— What to work on —
Give back the data below word for word. Any image in it should be left out.

(Collected data)
--- --- ---
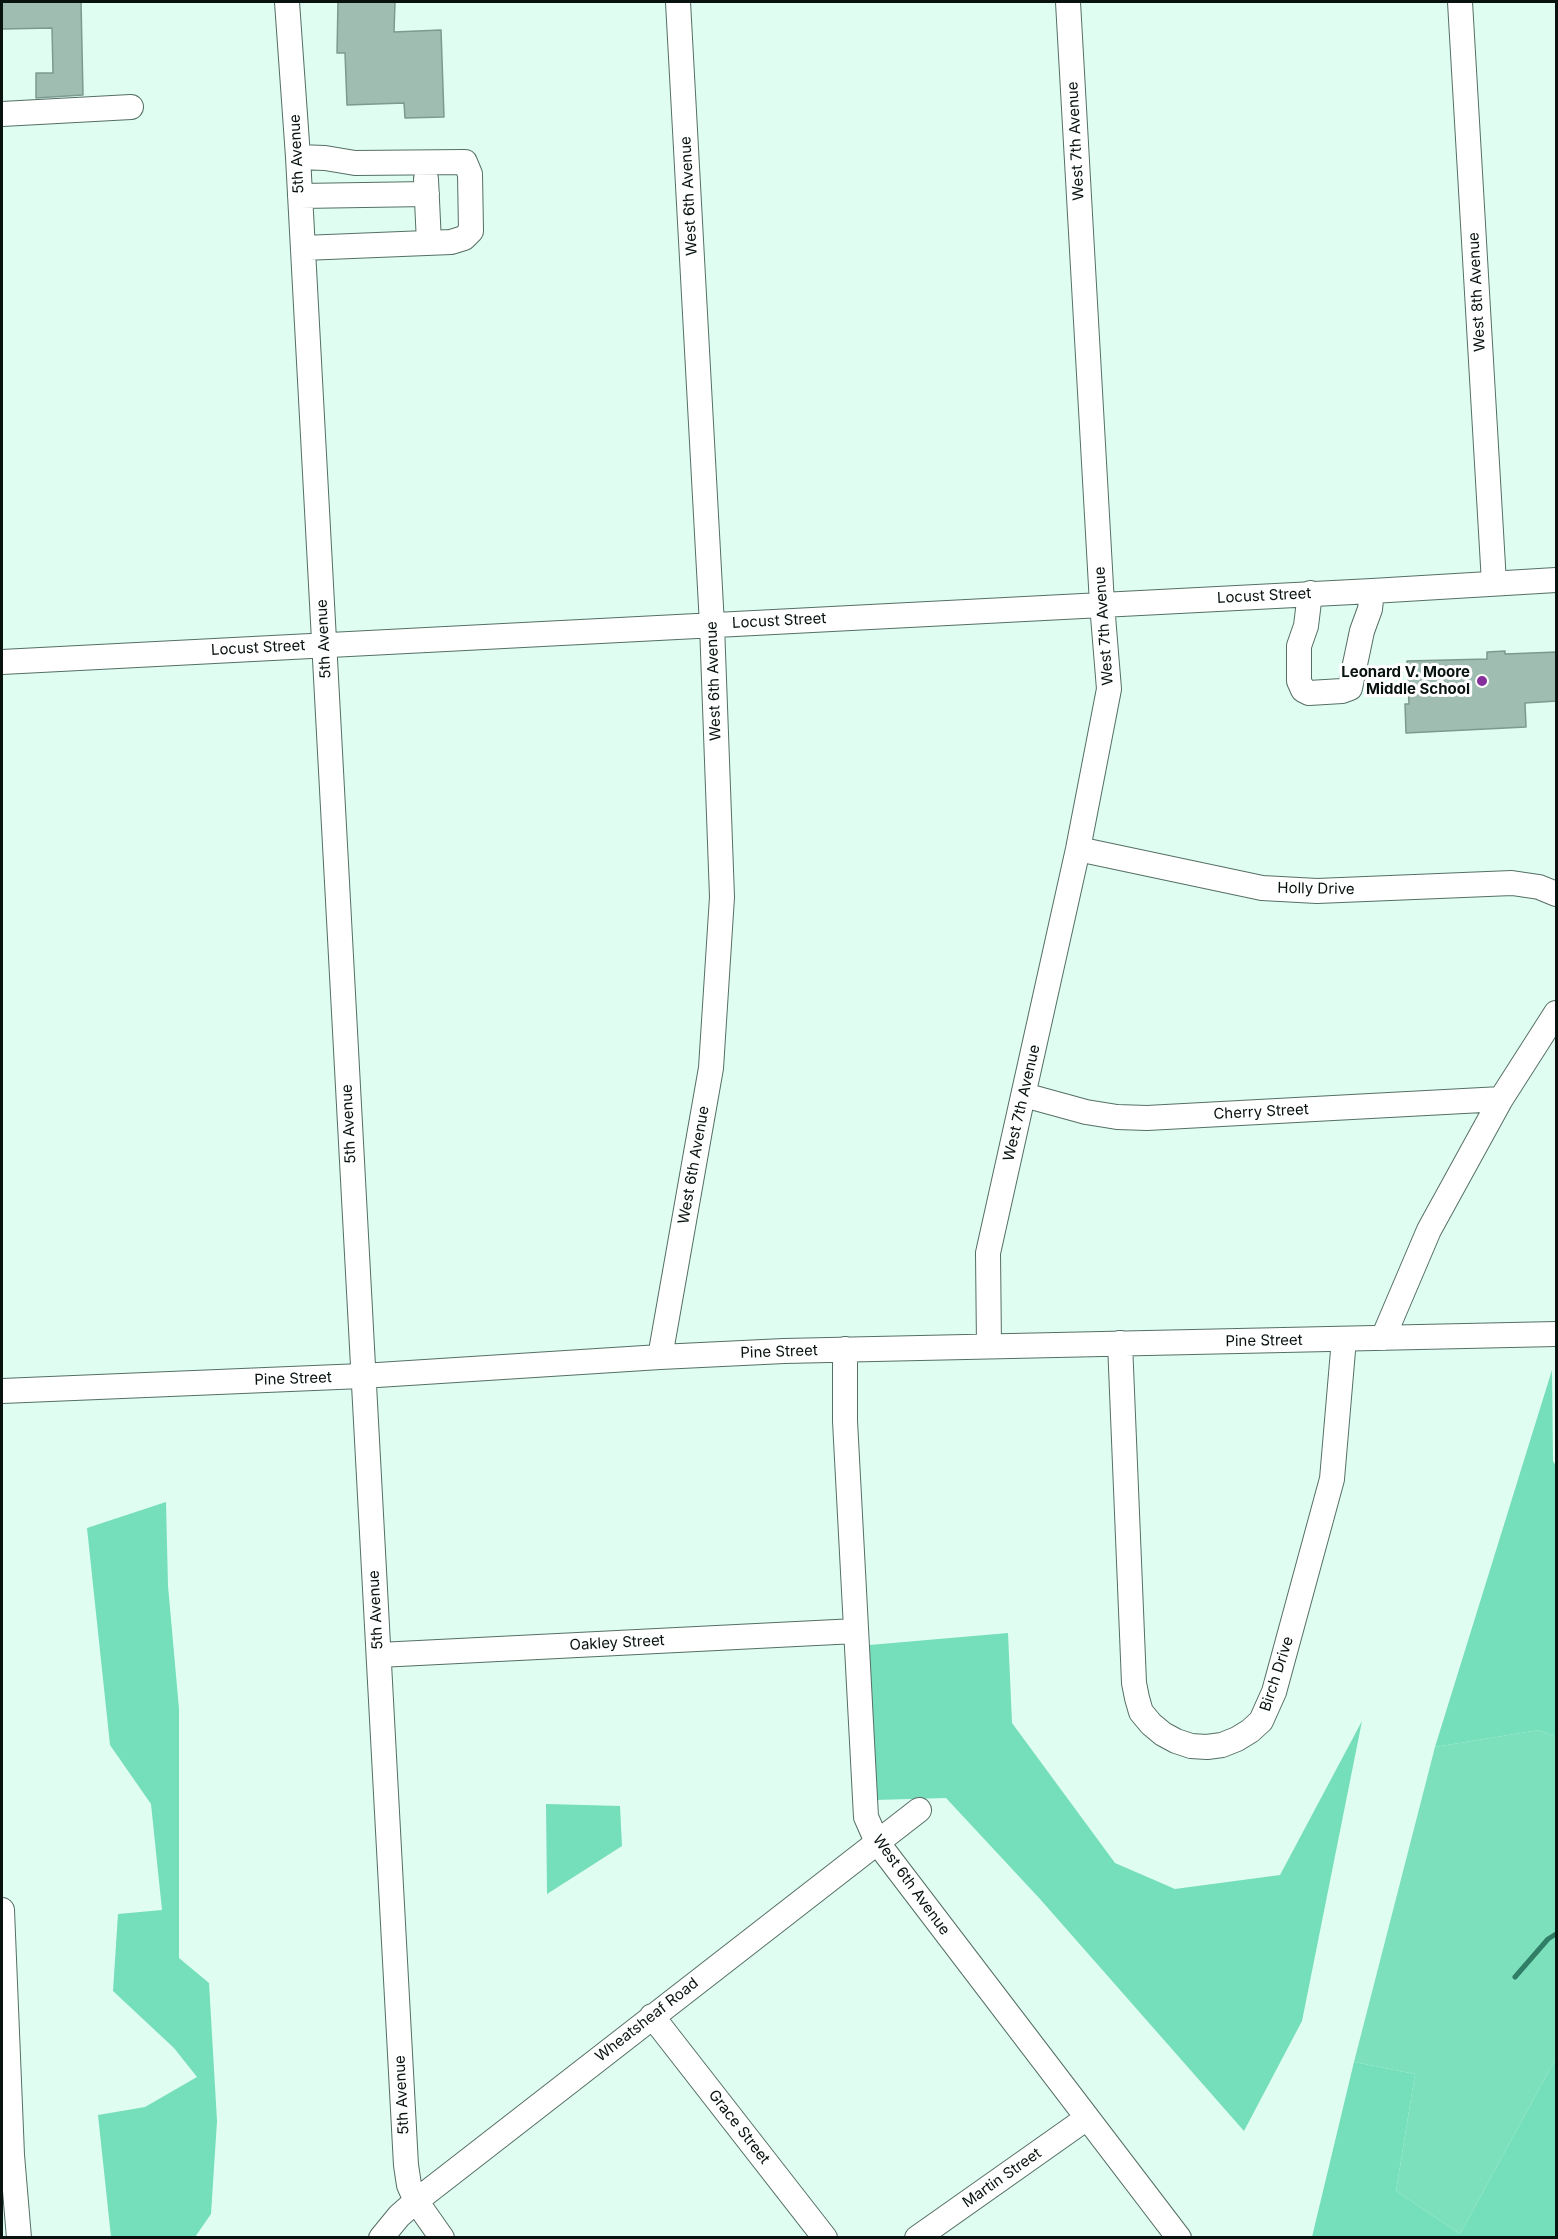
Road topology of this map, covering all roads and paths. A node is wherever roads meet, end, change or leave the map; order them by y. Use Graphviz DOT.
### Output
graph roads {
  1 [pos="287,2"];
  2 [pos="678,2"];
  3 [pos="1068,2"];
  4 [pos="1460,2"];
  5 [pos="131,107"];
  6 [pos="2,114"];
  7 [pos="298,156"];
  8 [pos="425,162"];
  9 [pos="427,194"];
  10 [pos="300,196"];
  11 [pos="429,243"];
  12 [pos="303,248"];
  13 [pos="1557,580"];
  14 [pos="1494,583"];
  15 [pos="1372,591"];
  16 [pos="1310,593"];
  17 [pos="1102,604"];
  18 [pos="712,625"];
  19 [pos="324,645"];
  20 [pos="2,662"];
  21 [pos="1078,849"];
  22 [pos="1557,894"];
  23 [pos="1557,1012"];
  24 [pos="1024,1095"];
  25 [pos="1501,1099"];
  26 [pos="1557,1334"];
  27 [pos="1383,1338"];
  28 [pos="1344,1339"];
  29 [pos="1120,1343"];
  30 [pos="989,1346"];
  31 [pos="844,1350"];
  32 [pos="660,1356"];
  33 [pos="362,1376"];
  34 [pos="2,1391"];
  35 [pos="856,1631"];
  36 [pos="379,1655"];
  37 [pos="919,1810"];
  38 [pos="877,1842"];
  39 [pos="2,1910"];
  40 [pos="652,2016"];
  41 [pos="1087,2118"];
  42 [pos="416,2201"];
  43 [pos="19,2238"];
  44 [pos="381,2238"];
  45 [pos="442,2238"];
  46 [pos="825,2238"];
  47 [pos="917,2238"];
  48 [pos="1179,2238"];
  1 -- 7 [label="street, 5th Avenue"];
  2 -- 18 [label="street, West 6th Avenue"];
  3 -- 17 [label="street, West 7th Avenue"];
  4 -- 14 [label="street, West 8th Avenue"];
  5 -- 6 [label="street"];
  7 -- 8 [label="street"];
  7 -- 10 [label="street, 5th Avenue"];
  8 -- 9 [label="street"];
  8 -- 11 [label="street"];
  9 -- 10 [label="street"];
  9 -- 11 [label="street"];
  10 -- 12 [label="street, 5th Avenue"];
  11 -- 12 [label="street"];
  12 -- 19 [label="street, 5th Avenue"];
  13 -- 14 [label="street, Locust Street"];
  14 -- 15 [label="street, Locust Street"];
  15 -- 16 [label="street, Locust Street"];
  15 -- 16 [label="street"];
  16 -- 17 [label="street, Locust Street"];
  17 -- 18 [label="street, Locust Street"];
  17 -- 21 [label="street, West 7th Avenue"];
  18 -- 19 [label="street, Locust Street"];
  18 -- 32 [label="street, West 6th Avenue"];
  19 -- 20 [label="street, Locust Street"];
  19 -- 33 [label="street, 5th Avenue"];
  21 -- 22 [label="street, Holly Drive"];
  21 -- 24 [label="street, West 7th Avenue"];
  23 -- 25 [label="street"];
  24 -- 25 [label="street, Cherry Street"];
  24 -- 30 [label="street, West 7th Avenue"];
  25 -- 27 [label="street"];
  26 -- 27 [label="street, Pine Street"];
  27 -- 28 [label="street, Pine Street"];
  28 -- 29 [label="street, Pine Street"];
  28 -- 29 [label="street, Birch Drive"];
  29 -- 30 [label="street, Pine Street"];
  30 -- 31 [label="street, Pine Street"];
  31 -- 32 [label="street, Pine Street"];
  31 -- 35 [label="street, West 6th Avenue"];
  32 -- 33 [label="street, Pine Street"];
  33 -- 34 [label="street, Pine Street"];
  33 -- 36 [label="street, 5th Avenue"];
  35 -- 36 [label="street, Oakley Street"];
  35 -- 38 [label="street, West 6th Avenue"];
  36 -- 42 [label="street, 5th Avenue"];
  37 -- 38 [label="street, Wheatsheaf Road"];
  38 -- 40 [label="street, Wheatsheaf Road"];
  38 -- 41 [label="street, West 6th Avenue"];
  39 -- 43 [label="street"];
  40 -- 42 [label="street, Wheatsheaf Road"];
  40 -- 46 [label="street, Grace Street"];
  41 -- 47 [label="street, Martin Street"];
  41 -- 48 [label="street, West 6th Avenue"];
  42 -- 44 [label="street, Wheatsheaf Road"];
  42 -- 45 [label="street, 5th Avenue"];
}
--- --- ---
— Output for this task —
Road topology of this map, covering all roads and paths. A node is wherever roads meet, end, change or leave the map; order them by y. Use Graphviz DOT.
### Output
graph roads {
  1 [pos="287,2"];
  2 [pos="678,2"];
  3 [pos="1068,2"];
  4 [pos="1460,2"];
  5 [pos="131,107"];
  6 [pos="2,114"];
  7 [pos="298,156"];
  8 [pos="425,162"];
  9 [pos="427,194"];
  10 [pos="300,196"];
  11 [pos="429,243"];
  12 [pos="303,248"];
  13 [pos="1557,580"];
  14 [pos="1494,583"];
  15 [pos="1372,591"];
  16 [pos="1310,593"];
  17 [pos="1102,604"];
  18 [pos="712,625"];
  19 [pos="324,645"];
  20 [pos="2,662"];
  21 [pos="1078,849"];
  22 [pos="1557,894"];
  23 [pos="1557,1012"];
  24 [pos="1024,1095"];
  25 [pos="1501,1099"];
  26 [pos="1557,1334"];
  27 [pos="1383,1338"];
  28 [pos="1344,1339"];
  29 [pos="1120,1343"];
  30 [pos="989,1346"];
  31 [pos="844,1350"];
  32 [pos="660,1356"];
  33 [pos="362,1376"];
  34 [pos="2,1391"];
  35 [pos="856,1631"];
  36 [pos="379,1655"];
  37 [pos="919,1810"];
  38 [pos="877,1842"];
  39 [pos="2,1910"];
  40 [pos="652,2016"];
  41 [pos="1087,2118"];
  42 [pos="416,2201"];
  43 [pos="19,2238"];
  44 [pos="381,2238"];
  45 [pos="442,2238"];
  46 [pos="825,2238"];
  47 [pos="917,2238"];
  48 [pos="1179,2238"];
  1 -- 7 [label="street, 5th Avenue"];
  2 -- 18 [label="street, West 6th Avenue"];
  3 -- 17 [label="street, West 7th Avenue"];
  4 -- 14 [label="street, West 8th Avenue"];
  5 -- 6 [label="street"];
  7 -- 8 [label="street"];
  7 -- 10 [label="street, 5th Avenue"];
  8 -- 9 [label="street"];
  8 -- 11 [label="street"];
  9 -- 10 [label="street"];
  9 -- 11 [label="street"];
  10 -- 12 [label="street, 5th Avenue"];
  11 -- 12 [label="street"];
  12 -- 19 [label="street, 5th Avenue"];
  13 -- 14 [label="street, Locust Street"];
  14 -- 15 [label="street, Locust Street"];
  15 -- 16 [label="street, Locust Street"];
  15 -- 16 [label="street"];
  16 -- 17 [label="street, Locust Street"];
  17 -- 18 [label="street, Locust Street"];
  17 -- 21 [label="street, West 7th Avenue"];
  18 -- 19 [label="street, Locust Street"];
  18 -- 32 [label="street, West 6th Avenue"];
  19 -- 20 [label="street, Locust Street"];
  19 -- 33 [label="street, 5th Avenue"];
  21 -- 22 [label="street, Holly Drive"];
  21 -- 24 [label="street, West 7th Avenue"];
  23 -- 25 [label="street"];
  24 -- 25 [label="street, Cherry Street"];
  24 -- 30 [label="street, West 7th Avenue"];
  25 -- 27 [label="street"];
  26 -- 27 [label="street, Pine Street"];
  27 -- 28 [label="street, Pine Street"];
  28 -- 29 [label="street, Pine Street"];
  28 -- 29 [label="street, Birch Drive"];
  29 -- 30 [label="street, Pine Street"];
  30 -- 31 [label="street, Pine Street"];
  31 -- 32 [label="street, Pine Street"];
  31 -- 35 [label="street, West 6th Avenue"];
  32 -- 33 [label="street, Pine Street"];
  33 -- 34 [label="street, Pine Street"];
  33 -- 36 [label="street, 5th Avenue"];
  35 -- 36 [label="street, Oakley Street"];
  35 -- 38 [label="street, West 6th Avenue"];
  36 -- 42 [label="street, 5th Avenue"];
  37 -- 38 [label="street, Wheatsheaf Road"];
  38 -- 40 [label="street, Wheatsheaf Road"];
  38 -- 41 [label="street, West 6th Avenue"];
  39 -- 43 [label="street"];
  40 -- 42 [label="street, Wheatsheaf Road"];
  40 -- 46 [label="street, Grace Street"];
  41 -- 47 [label="street, Martin Street"];
  41 -- 48 [label="street, West 6th Avenue"];
  42 -- 44 [label="street, Wheatsheaf Road"];
  42 -- 45 [label="street, 5th Avenue"];
}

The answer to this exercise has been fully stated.